Like all laboratory studies, our experiments have limitations that prevent strong quantitative inference from the results. They were conducted in an artificial environment at a small spatio-temporal scale that cannot be directly extrapolated to long-term community and ecosystem dynamics. The environment and arena size could have influenced prey mortality, but we found it to be negligible in control trials without predators and much lower than the observed magnitude of NCM in predation trials. This suggests that the qualitative patterns found in our experiment are sufficiently robust. Moreover, the habitat volume and duration of our experimental trials fall within the range commonly used in predation experiments with aquatic invertebrate predators. We therefore think that our study helps identify factors influencing NCM strengths and provides an additional step towards a better understanding of the effects of biotic and abiotic factors on predator-prey interaction strengths in aquatic systems.
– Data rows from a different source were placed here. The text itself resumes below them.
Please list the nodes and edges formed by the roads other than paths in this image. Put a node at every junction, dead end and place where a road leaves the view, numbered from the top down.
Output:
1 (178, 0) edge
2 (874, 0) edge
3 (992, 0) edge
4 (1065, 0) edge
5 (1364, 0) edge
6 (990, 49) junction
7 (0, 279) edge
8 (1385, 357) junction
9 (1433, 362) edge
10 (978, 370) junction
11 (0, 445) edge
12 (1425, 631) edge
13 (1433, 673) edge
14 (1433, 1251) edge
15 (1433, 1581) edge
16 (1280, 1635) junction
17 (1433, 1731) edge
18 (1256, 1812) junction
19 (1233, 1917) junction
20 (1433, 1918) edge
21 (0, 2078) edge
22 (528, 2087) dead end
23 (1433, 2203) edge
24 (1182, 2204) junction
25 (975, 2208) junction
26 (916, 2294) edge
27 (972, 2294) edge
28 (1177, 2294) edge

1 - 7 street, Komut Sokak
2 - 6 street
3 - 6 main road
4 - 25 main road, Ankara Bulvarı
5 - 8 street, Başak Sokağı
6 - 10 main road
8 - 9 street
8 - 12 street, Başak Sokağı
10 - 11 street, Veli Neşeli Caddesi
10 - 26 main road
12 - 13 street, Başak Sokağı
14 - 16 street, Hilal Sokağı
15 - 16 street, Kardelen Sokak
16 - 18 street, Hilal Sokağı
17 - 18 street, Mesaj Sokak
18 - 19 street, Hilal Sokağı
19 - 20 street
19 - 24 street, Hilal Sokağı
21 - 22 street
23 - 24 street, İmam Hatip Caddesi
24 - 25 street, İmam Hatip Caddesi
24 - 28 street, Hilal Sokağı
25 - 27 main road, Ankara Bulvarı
Effect of temperature on NCM

We found that NCM strength was not influenced by temperature except in treatments involving only dragonflies. This indicates that the effect of temperature on NCM is species specific and potentially related to consumer functional type (pure predator vs. scavenger). Moreover, the effects of temperature depended on dragonfly density: warming increased NCM in treatments with a single dragonfly whereas it decreased NCM in treatments with two dragonflies. Our more detailed analyses revealed that the effect of temperature in the single dragonfly treatment was caused by a magnified “scared to death” phenomenon rather than a change in surplus killing. Although the mechanisms and physiological processes underlying these effects remain to be investigated in more detail, our results suggest that the additional stressor (i.e., warming) led to increased mortality of fish fry in the presence of a single dragonfly predator.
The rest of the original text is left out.